------ LISTED ENTRIES ------

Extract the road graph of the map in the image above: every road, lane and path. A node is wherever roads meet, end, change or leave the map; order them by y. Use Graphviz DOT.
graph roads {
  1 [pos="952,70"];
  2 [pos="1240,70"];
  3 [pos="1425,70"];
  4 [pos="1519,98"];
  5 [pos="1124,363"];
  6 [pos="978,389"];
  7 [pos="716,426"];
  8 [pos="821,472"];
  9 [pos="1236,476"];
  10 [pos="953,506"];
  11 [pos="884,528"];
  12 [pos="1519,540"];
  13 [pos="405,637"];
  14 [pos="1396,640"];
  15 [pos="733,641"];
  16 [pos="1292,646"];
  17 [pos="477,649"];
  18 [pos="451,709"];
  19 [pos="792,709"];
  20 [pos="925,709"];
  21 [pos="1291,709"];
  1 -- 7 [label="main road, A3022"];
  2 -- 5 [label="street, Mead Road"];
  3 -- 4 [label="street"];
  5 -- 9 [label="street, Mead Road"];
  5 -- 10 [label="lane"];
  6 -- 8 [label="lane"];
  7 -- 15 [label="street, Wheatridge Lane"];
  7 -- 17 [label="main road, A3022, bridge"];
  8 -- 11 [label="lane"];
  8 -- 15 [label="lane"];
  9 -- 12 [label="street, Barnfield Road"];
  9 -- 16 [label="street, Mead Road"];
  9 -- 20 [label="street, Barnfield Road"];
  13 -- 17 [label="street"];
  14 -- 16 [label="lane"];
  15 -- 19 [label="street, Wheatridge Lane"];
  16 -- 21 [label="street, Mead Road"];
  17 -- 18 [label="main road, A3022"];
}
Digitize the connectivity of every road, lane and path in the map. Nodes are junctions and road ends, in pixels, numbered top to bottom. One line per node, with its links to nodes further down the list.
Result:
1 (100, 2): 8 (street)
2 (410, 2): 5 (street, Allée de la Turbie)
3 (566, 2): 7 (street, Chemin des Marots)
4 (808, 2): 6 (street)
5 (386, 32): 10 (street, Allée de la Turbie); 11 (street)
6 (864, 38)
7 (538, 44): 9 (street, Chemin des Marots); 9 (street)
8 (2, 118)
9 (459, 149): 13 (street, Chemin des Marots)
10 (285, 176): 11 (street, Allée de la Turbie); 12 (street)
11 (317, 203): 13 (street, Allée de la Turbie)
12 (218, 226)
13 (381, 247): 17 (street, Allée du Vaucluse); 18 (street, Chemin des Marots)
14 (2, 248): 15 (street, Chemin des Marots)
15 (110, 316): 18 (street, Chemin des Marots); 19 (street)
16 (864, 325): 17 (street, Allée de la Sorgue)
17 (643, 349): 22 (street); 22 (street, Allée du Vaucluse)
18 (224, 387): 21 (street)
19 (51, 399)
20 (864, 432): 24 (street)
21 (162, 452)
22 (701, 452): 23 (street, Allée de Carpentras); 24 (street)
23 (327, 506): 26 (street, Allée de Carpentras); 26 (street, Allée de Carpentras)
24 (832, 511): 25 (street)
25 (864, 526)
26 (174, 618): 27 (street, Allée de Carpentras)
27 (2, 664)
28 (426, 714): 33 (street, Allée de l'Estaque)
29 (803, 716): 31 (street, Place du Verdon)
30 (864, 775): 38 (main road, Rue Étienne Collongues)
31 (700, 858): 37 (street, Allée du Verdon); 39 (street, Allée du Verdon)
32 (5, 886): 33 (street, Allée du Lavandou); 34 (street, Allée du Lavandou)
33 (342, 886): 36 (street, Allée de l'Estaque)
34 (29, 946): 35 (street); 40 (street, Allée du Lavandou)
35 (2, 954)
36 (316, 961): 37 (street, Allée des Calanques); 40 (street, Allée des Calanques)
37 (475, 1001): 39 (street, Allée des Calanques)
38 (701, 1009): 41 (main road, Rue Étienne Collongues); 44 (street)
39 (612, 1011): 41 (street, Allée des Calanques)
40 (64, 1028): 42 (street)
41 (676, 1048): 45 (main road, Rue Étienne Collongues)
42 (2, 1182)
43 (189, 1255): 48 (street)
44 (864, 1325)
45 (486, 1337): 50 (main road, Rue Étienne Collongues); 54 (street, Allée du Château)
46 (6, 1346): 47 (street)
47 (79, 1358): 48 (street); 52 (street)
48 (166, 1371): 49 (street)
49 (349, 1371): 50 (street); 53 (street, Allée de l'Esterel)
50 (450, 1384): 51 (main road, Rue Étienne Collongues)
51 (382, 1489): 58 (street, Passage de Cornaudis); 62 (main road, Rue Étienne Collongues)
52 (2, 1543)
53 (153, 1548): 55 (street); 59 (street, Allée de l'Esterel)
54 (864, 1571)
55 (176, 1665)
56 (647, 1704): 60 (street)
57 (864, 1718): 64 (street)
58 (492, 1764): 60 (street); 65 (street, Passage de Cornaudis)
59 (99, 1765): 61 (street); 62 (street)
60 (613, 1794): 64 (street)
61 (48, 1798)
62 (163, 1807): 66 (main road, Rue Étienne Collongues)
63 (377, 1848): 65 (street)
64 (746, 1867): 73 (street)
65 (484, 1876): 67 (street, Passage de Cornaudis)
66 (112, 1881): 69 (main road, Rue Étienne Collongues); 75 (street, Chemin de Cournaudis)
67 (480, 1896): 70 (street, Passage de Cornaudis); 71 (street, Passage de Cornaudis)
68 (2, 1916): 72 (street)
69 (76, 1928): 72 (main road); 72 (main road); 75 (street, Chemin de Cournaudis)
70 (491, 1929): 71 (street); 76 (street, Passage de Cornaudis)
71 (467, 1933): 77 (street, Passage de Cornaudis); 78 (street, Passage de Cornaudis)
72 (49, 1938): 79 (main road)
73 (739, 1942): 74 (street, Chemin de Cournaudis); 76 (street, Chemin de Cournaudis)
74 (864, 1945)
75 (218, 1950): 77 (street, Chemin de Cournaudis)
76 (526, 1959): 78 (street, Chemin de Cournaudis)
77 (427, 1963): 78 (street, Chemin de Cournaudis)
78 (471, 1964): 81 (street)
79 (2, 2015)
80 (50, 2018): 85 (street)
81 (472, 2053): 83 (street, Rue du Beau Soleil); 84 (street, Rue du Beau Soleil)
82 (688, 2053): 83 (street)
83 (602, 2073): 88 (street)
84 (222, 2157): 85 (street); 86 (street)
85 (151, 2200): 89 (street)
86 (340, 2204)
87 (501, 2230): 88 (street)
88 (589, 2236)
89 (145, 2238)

------

▶ **YOUR TASK**: Copy the records above exactly, leaving nothing out.

▶ **RESULT BELOW**:
Extract the road graph of the map in the image above: every road, lane and path. A node is wherever roads meet, end, change or leave the map; order them by y. Use Graphviz DOT.
graph roads {
  1 [pos="952,70"];
  2 [pos="1240,70"];
  3 [pos="1425,70"];
  4 [pos="1519,98"];
  5 [pos="1124,363"];
  6 [pos="978,389"];
  7 [pos="716,426"];
  8 [pos="821,472"];
  9 [pos="1236,476"];
  10 [pos="953,506"];
  11 [pos="884,528"];
  12 [pos="1519,540"];
  13 [pos="405,637"];
  14 [pos="1396,640"];
  15 [pos="733,641"];
  16 [pos="1292,646"];
  17 [pos="477,649"];
  18 [pos="451,709"];
  19 [pos="792,709"];
  20 [pos="925,709"];
  21 [pos="1291,709"];
  1 -- 7 [label="main road, A3022"];
  2 -- 5 [label="street, Mead Road"];
  3 -- 4 [label="street"];
  5 -- 9 [label="street, Mead Road"];
  5 -- 10 [label="lane"];
  6 -- 8 [label="lane"];
  7 -- 15 [label="street, Wheatridge Lane"];
  7 -- 17 [label="main road, A3022, bridge"];
  8 -- 11 [label="lane"];
  8 -- 15 [label="lane"];
  9 -- 12 [label="street, Barnfield Road"];
  9 -- 16 [label="street, Mead Road"];
  9 -- 20 [label="street, Barnfield Road"];
  13 -- 17 [label="street"];
  14 -- 16 [label="lane"];
  15 -- 19 [label="street, Wheatridge Lane"];
  16 -- 21 [label="street, Mead Road"];
  17 -- 18 [label="main road, A3022"];
}
Digitize the connectivity of every road, lane and path in the map. Nodes are junctions and road ends, in pixels, numbered top to bottom. One line per node, with its links to nodes further down the list.
Result:
1 (100, 2): 8 (street)
2 (410, 2): 5 (street, Allée de la Turbie)
3 (566, 2): 7 (street, Chemin des Marots)
4 (808, 2): 6 (street)
5 (386, 32): 10 (street, Allée de la Turbie); 11 (street)
6 (864, 38)
7 (538, 44): 9 (street, Chemin des Marots); 9 (street)
8 (2, 118)
9 (459, 149): 13 (street, Chemin des Marots)
10 (285, 176): 11 (street, Allée de la Turbie); 12 (street)
11 (317, 203): 13 (street, Allée de la Turbie)
12 (218, 226)
13 (381, 247): 17 (street, Allée du Vaucluse); 18 (street, Chemin des Marots)
14 (2, 248): 15 (street, Chemin des Marots)
15 (110, 316): 18 (street, Chemin des Marots); 19 (street)
16 (864, 325): 17 (street, Allée de la Sorgue)
17 (643, 349): 22 (street); 22 (street, Allée du Vaucluse)
18 (224, 387): 21 (street)
19 (51, 399)
20 (864, 432): 24 (street)
21 (162, 452)
22 (701, 452): 23 (street, Allée de Carpentras); 24 (street)
23 (327, 506): 26 (street, Allée de Carpentras); 26 (street, Allée de Carpentras)
24 (832, 511): 25 (street)
25 (864, 526)
26 (174, 618): 27 (street, Allée de Carpentras)
27 (2, 664)
28 (426, 714): 33 (street, Allée de l'Estaque)
29 (803, 716): 31 (street, Place du Verdon)
30 (864, 775): 38 (main road, Rue Étienne Collongues)
31 (700, 858): 37 (street, Allée du Verdon); 39 (street, Allée du Verdon)
32 (5, 886): 33 (street, Allée du Lavandou); 34 (street, Allée du Lavandou)
33 (342, 886): 36 (street, Allée de l'Estaque)
34 (29, 946): 35 (street); 40 (street, Allée du Lavandou)
35 (2, 954)
36 (316, 961): 37 (street, Allée des Calanques); 40 (street, Allée des Calanques)
37 (475, 1001): 39 (street, Allée des Calanques)
38 (701, 1009): 41 (main road, Rue Étienne Collongues); 44 (street)
39 (612, 1011): 41 (street, Allée des Calanques)
40 (64, 1028): 42 (street)
41 (676, 1048): 45 (main road, Rue Étienne Collongues)
42 (2, 1182)
43 (189, 1255): 48 (street)
44 (864, 1325)
45 (486, 1337): 50 (main road, Rue Étienne Collongues); 54 (street, Allée du Château)
46 (6, 1346): 47 (street)
47 (79, 1358): 48 (street); 52 (street)
48 (166, 1371): 49 (street)
49 (349, 1371): 50 (street); 53 (street, Allée de l'Esterel)
50 (450, 1384): 51 (main road, Rue Étienne Collongues)
51 (382, 1489): 58 (street, Passage de Cornaudis); 62 (main road, Rue Étienne Collongues)
52 (2, 1543)
53 (153, 1548): 55 (street); 59 (street, Allée de l'Esterel)
54 (864, 1571)
55 (176, 1665)
56 (647, 1704): 60 (street)
57 (864, 1718): 64 (street)
58 (492, 1764): 60 (street); 65 (street, Passage de Cornaudis)
59 (99, 1765): 61 (street); 62 (street)
60 (613, 1794): 64 (street)
61 (48, 1798)
62 (163, 1807): 66 (main road, Rue Étienne Collongues)
63 (377, 1848): 65 (street)
64 (746, 1867): 73 (street)
65 (484, 1876): 67 (street, Passage de Cornaudis)
66 (112, 1881): 69 (main road, Rue Étienne Collongues); 75 (street, Chemin de Cournaudis)
67 (480, 1896): 70 (street, Passage de Cornaudis); 71 (street, Passage de Cornaudis)
68 (2, 1916): 72 (street)
69 (76, 1928): 72 (main road); 72 (main road); 75 (street, Chemin de Cournaudis)
70 (491, 1929): 71 (street); 76 (street, Passage de Cornaudis)
71 (467, 1933): 77 (street, Passage de Cornaudis); 78 (street, Passage de Cornaudis)
72 (49, 1938): 79 (main road)
73 (739, 1942): 74 (street, Chemin de Cournaudis); 76 (street, Chemin de Cournaudis)
74 (864, 1945)
75 (218, 1950): 77 (street, Chemin de Cournaudis)
76 (526, 1959): 78 (street, Chemin de Cournaudis)
77 (427, 1963): 78 (street, Chemin de Cournaudis)
78 (471, 1964): 81 (street)
79 (2, 2015)
80 (50, 2018): 85 (street)
81 (472, 2053): 83 (street, Rue du Beau Soleil); 84 (street, Rue du Beau Soleil)
82 (688, 2053): 83 (street)
83 (602, 2073): 88 (street)
84 (222, 2157): 85 (street); 86 (street)
85 (151, 2200): 89 (street)
86 (340, 2204)
87 (501, 2230): 88 (street)
88 (589, 2236)
89 (145, 2238)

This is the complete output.